1) 吉沢,「カメラ一体型VTR,信号処理をデジタルへ」,『日経エレクトロニクス』,1990年6月11日号,no.502,pp.175-180.

画像をぼかした後に動きベクトルを求める

 森村や魚森ら研究所のメンバーは,1年間ほどその難問に悩まされる。回路規模を減らさなければ,電子式の手ブレ補正は絵に描いた餅で終わるだろう。この難問解決の糸口になったのが,ぼかした画像を使って動きベクトルを求める手法である。
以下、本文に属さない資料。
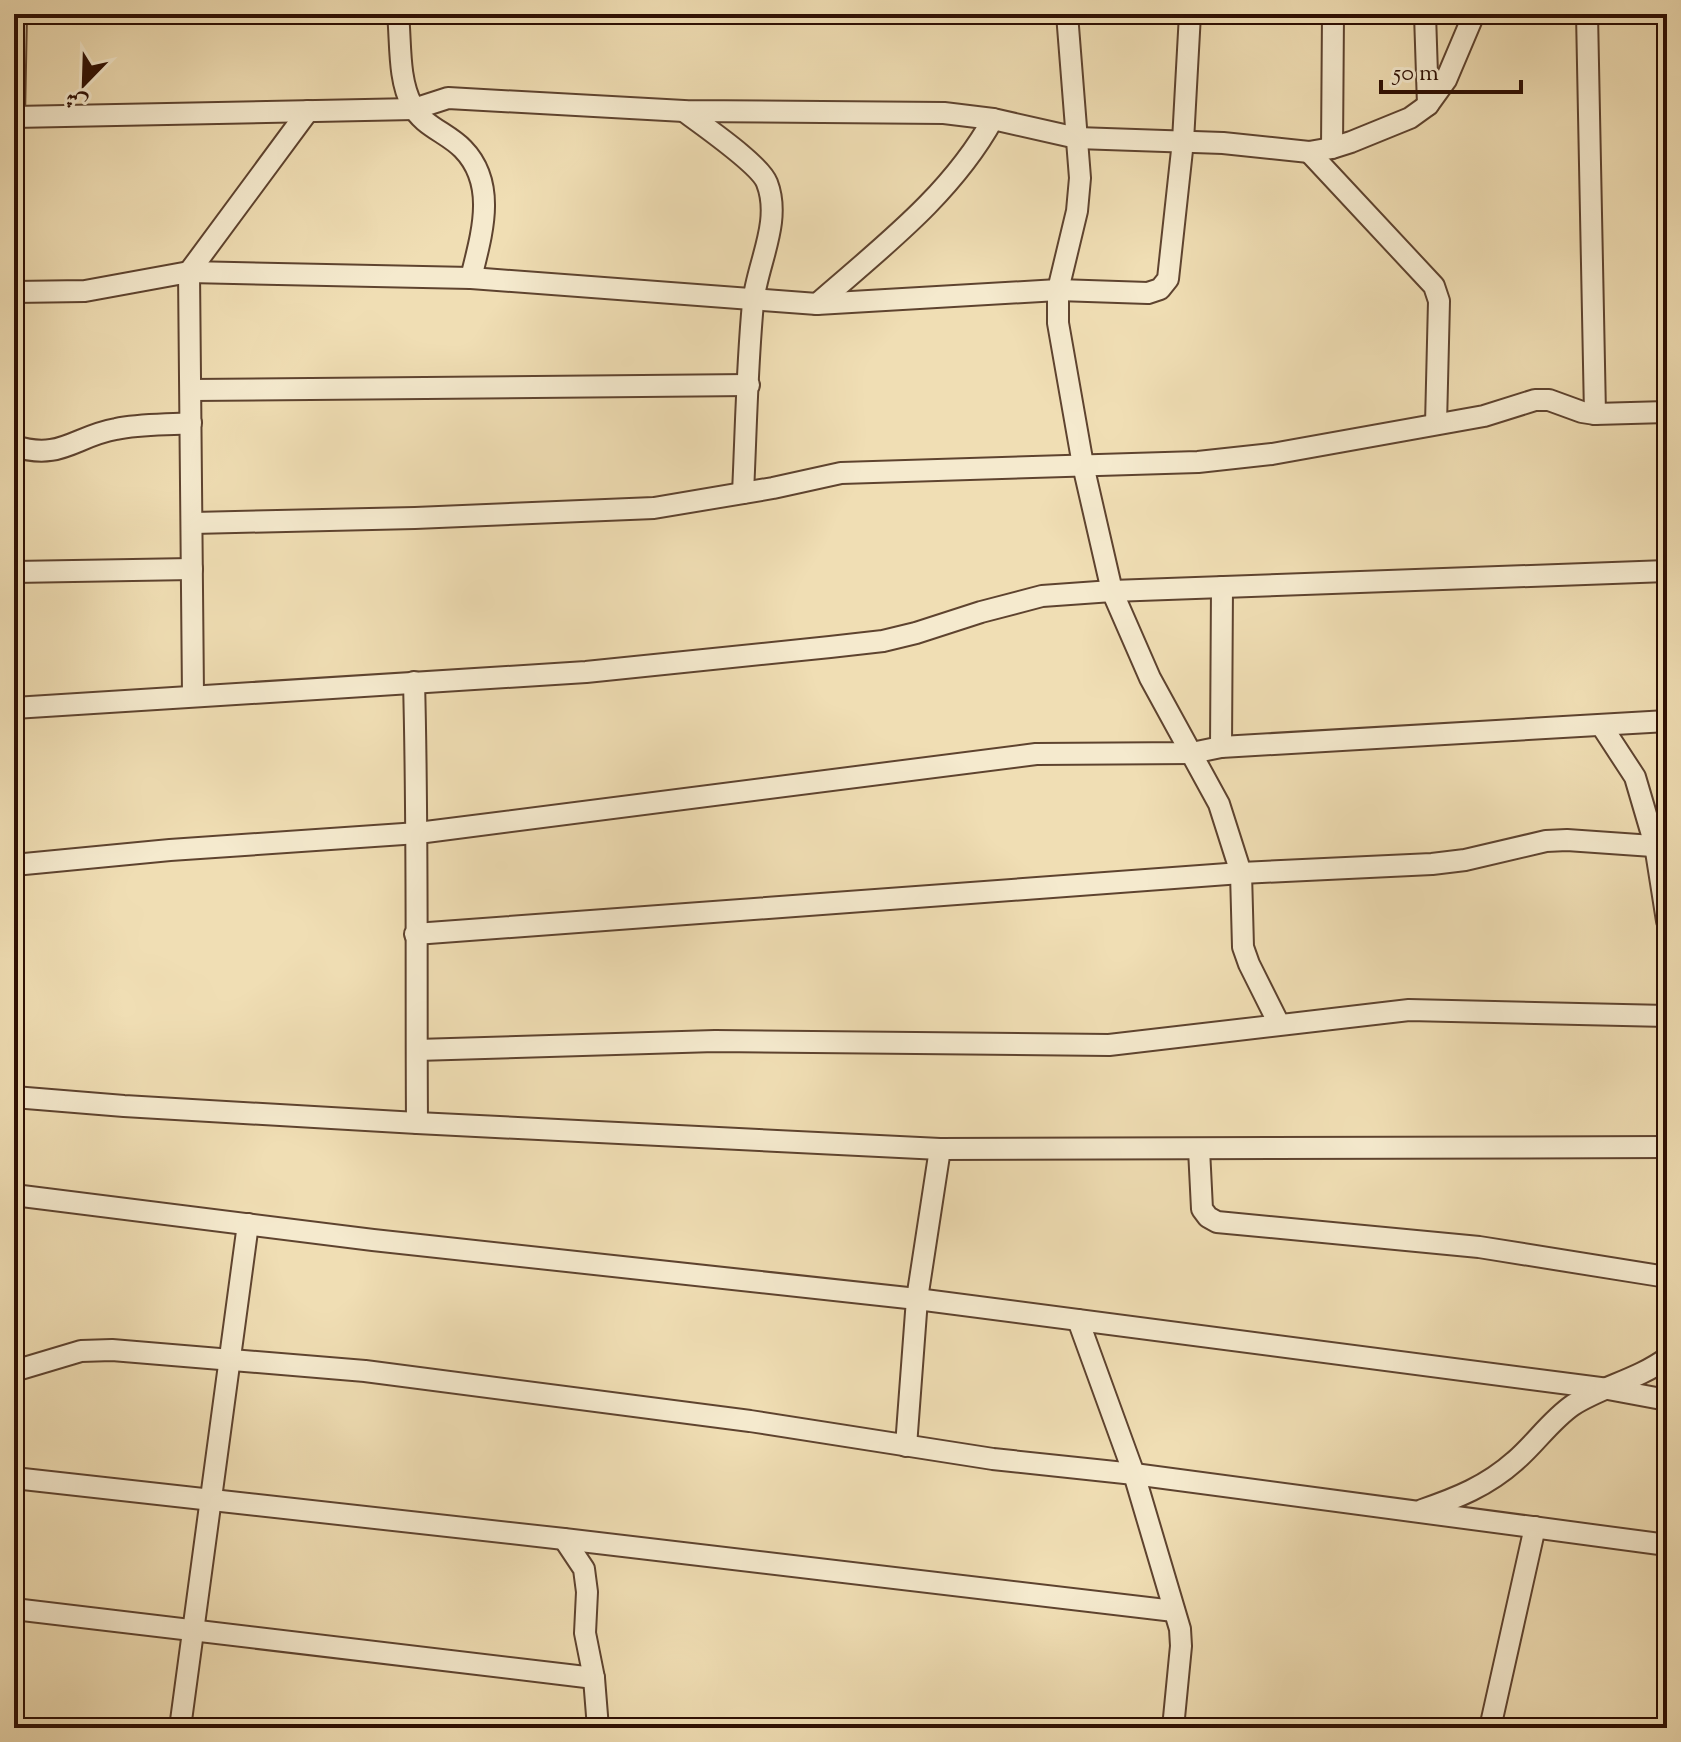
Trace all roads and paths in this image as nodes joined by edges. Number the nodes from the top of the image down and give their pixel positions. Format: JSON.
{"nodes":[{"id":1,"x":16,"y":14,"type":"edge"},
{"id":2,"x":398,"y":14,"type":"edge"},
{"id":3,"x":1067,"y":14,"type":"edge"},
{"id":4,"x":1190,"y":14,"type":"edge"},
{"id":5,"x":1333,"y":14,"type":"edge"},
{"id":6,"x":1425,"y":14,"type":"edge"},
{"id":7,"x":1474,"y":14,"type":"edge"},
{"id":8,"x":1587,"y":14,"type":"edge"},
{"id":9,"x":1428,"y":105,"type":"junction"},
{"id":10,"x":414,"y":109,"type":"junction"},
{"id":11,"x":308,"y":111,"type":"junction"},
{"id":12,"x":684,"y":111,"type":"junction"},
{"id":13,"x":14,"y":117,"type":"edge"},
{"id":14,"x":993,"y":119,"type":"junction"},
{"id":15,"x":1077,"y":138,"type":"junction"},
{"id":16,"x":1183,"y":141,"type":"junction"},
{"id":17,"x":1332,"y":148,"type":"junction"},
{"id":18,"x":1309,"y":152,"type":"junction"},
{"id":19,"x":189,"y":272,"type":"junction"},
{"id":20,"x":471,"y":278,"type":"junction"},
{"id":21,"x":1058,"y":290,"type":"junction"},
{"id":22,"x":14,"y":292,"type":"edge"},
{"id":23,"x":753,"y":300,"type":"junction"},
{"id":24,"x":817,"y":304,"type":"junction"},
{"id":25,"x":749,"y":385,"type":"junction"},
{"id":26,"x":192,"y":390,"type":"junction"},
{"id":27,"x":1667,"y":412,"type":"edge"},
{"id":28,"x":1595,"y":414,"type":"junction"},
{"id":29,"x":191,"y":423,"type":"junction"},
{"id":30,"x":1436,"y":424,"type":"junction"},
{"id":31,"x":14,"y":446,"type":"edge"},
{"id":32,"x":1083,"y":465,"type":"junction"},
{"id":33,"x":743,"y":493,"type":"junction"},
{"id":34,"x":193,"y":523,"type":"junction"},
{"id":35,"x":192,"y":569,"type":"junction"},
{"id":36,"x":1667,"y":571,"type":"edge"},
{"id":37,"x":14,"y":572,"type":"edge"},
{"id":38,"x":1222,"y":587,"type":"junction"},
{"id":39,"x":1112,"y":591,"type":"junction"},
{"id":40,"x":414,"y":682,"type":"junction"},
{"id":41,"x":193,"y":695,"type":"junction"},
{"id":42,"x":14,"y":708,"type":"edge"},
{"id":43,"x":1667,"y":721,"type":"edge"},
{"id":44,"x":1601,"y":725,"type":"junction"},
{"id":45,"x":1221,"y":747,"type":"junction"},
{"id":46,"x":1192,"y":753,"type":"junction"},
{"id":47,"x":418,"y":833,"type":"junction"},
{"id":48,"x":1661,"y":846,"type":"edge"},
{"id":49,"x":14,"y":865,"type":"edge"},
{"id":50,"x":1241,"y":873,"type":"junction"},
{"id":51,"x":1667,"y":921,"type":"edge"},
{"id":52,"x":415,"y":934,"type":"junction"},
{"id":53,"x":1667,"y":1016,"type":"edge"},
{"id":54,"x":1279,"y":1024,"type":"junction"},
{"id":55,"x":417,"y":1050,"type":"junction"},
{"id":56,"x":14,"y":1097,"type":"edge"},
{"id":57,"x":417,"y":1123,"type":"junction"},
{"id":58,"x":1667,"y":1147,"type":"edge"},
{"id":59,"x":940,"y":1149,"type":"junction"},
{"id":60,"x":1199,"y":1149,"type":"junction"},
{"id":61,"x":14,"y":1195,"type":"edge"},
{"id":62,"x":248,"y":1224,"type":"junction"},
{"id":63,"x":1667,"y":1277,"type":"edge"},
{"id":64,"x":917,"y":1299,"type":"junction"},
{"id":65,"x":1078,"y":1320,"type":"junction"},
{"id":66,"x":1667,"y":1358,"type":"edge"},
{"id":67,"x":229,"y":1360,"type":"junction"},
{"id":68,"x":14,"y":1371,"type":"edge"},
{"id":69,"x":1608,"y":1389,"type":"junction"},
{"id":70,"x":1667,"y":1400,"type":"edge"},
{"id":71,"x":906,"y":1446,"type":"junction"},
{"id":72,"x":1134,"y":1474,"type":"junction"},
{"id":73,"x":14,"y":1478,"type":"edge"},
{"id":74,"x":213,"y":1499,"type":"junction"},
{"id":75,"x":1419,"y":1511,"type":"junction"},
{"id":76,"x":1535,"y":1527,"type":"junction"},
{"id":77,"x":564,"y":1539,"type":"junction"},
{"id":78,"x":1667,"y":1545,"type":"edge"},
{"id":79,"x":14,"y":1609,"type":"edge"},
{"id":80,"x":1174,"y":1611,"type":"junction"},
{"id":81,"x":194,"y":1630,"type":"junction"},
{"id":82,"x":594,"y":1678,"type":"junction"},
{"id":83,"x":180,"y":1728,"type":"edge"},
{"id":84,"x":598,"y":1728,"type":"edge"},
{"id":85,"x":1173,"y":1728,"type":"edge"},
{"id":86,"x":1490,"y":1728,"type":"edge"}],
"edges":[{"from":1,"to":13,"type":"street"},
{"from":2,"to":10,"type":"street"},
{"from":3,"to":15,"type":"street"},
{"from":4,"to":16,"type":"street"},
{"from":5,"to":17,"type":"street"},
{"from":6,"to":9,"type":"street"},
{"from":7,"to":9,"type":"street"},
{"from":8,"to":28,"type":"street"},
{"from":9,"to":17,"type":"street"},
{"from":10,"to":11,"type":"street"},
{"from":10,"to":12,"type":"street"},
{"from":10,"to":20,"type":"street"},
{"from":11,"to":13,"type":"street"},
{"from":11,"to":19,"type":"street"},
{"from":12,"to":14,"type":"street"},
{"from":12,"to":23,"type":"street"},
{"from":14,"to":15,"type":"street"},
{"from":14,"to":24,"type":"street"},
{"from":15,"to":16,"type":"street"},
{"from":15,"to":21,"type":"street"},
{"from":16,"to":18,"type":"street"},
{"from":16,"to":21,"type":"street"},
{"from":17,"to":18,"type":"street"},
{"from":18,"to":30,"type":"street"},
{"from":19,"to":20,"type":"street"},
{"from":19,"to":22,"type":"street"},
{"from":19,"to":26,"type":"street"},
{"from":20,"to":23,"type":"street"},
{"from":21,"to":24,"type":"street"},
{"from":21,"to":32,"type":"street"},
{"from":23,"to":24,"type":"street"},
{"from":23,"to":25,"type":"street"},
{"from":25,"to":26,"type":"street"},
{"from":25,"to":33,"type":"street"},
{"from":26,"to":29,"type":"street"},
{"from":27,"to":28,"type":"street"},
{"from":28,"to":30,"type":"street"},
{"from":29,"to":31,"type":"street"},
{"from":29,"to":34,"type":"street"},
{"from":30,"to":32,"type":"street"},
{"from":32,"to":33,"type":"street"},
{"from":32,"to":39,"type":"street"},
{"from":33,"to":34,"type":"street"},
{"from":34,"to":35,"type":"street"},
{"from":35,"to":37,"type":"street"},
{"from":35,"to":41,"type":"street"},
{"from":36,"to":38,"type":"street"},
{"from":38,"to":39,"type":"street"},
{"from":38,"to":45,"type":"street"},
{"from":39,"to":40,"type":"street"},
{"from":39,"to":46,"type":"street"},
{"from":40,"to":41,"type":"street"},
{"from":40,"to":47,"type":"street"},
{"from":41,"to":42,"type":"street"},
{"from":43,"to":44,"type":"street"},
{"from":44,"to":45,"type":"street"},
{"from":44,"to":48,"type":"street"},
{"from":45,"to":46,"type":"street"},
{"from":46,"to":47,"type":"street"},
{"from":46,"to":50,"type":"street"},
{"from":47,"to":49,"type":"street"},
{"from":47,"to":52,"type":"street"},
{"from":48,"to":50,"type":"street"},
{"from":48,"to":51,"type":"street"},
{"from":50,"to":52,"type":"street"},
{"from":50,"to":54,"type":"street"},
{"from":52,"to":55,"type":"street"},
{"from":53,"to":54,"type":"street"},
{"from":54,"to":55,"type":"street"},
{"from":55,"to":57,"type":"street"},
{"from":56,"to":57,"type":"street"},
{"from":57,"to":59,"type":"street"},
{"from":58,"to":60,"type":"street"},
{"from":59,"to":60,"type":"street"},
{"from":59,"to":64,"type":"street"},
{"from":60,"to":63,"type":"street"},
{"from":61,"to":62,"type":"street"},
{"from":62,"to":64,"type":"street"},
{"from":62,"to":67,"type":"street"},
{"from":64,"to":65,"type":"street"},
{"from":64,"to":71,"type":"street"},
{"from":65,"to":69,"type":"street"},
{"from":65,"to":72,"type":"street"},
{"from":66,"to":69,"type":"street"},
{"from":67,"to":68,"type":"street"},
{"from":67,"to":71,"type":"street"},
{"from":67,"to":74,"type":"street"},
{"from":69,"to":70,"type":"street"},
{"from":69,"to":75,"type":"street"},
{"from":71,"to":72,"type":"street"},
{"from":72,"to":75,"type":"street"},
{"from":72,"to":80,"type":"street"},
{"from":73,"to":74,"type":"street"},
{"from":74,"to":77,"type":"street"},
{"from":74,"to":81,"type":"street"},
{"from":75,"to":76,"type":"street"},
{"from":76,"to":78,"type":"street"},
{"from":76,"to":86,"type":"street"},
{"from":77,"to":80,"type":"street"},
{"from":77,"to":82,"type":"street"},
{"from":79,"to":81,"type":"street"},
{"from":80,"to":85,"type":"street"},
{"from":81,"to":82,"type":"street"},
{"from":81,"to":83,"type":"street"},
{"from":82,"to":84,"type":"street"}]}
ぼかした画像は何がなんだか分からない代物だが,計算量をガクッと減らせる上,精度の劣化も少ないことが分かってきた2)。森村や魚森らは,洗濯機ほどの大きさのミニコン「VAX11」などを拝借して,手ブレ防止のアルゴリズムのシミュレーションを進める。1988年秋ごろには動作検証までこぎ着けた。これをベースに,事業部と研究所が一体となって製品への落とし込みに取り組む。とりわけ岸は魚森の下に足しげく通う。2人は昼夜が逆転する生活を送りながら,アルゴリズムをコーディングする作業を進めていく。

2) 魚森ほか,「ビデオカメラの自動電子手ゆれ補正方式」,『第20回画像工学コンファレンス』,6-3,pp.177-180,1989年.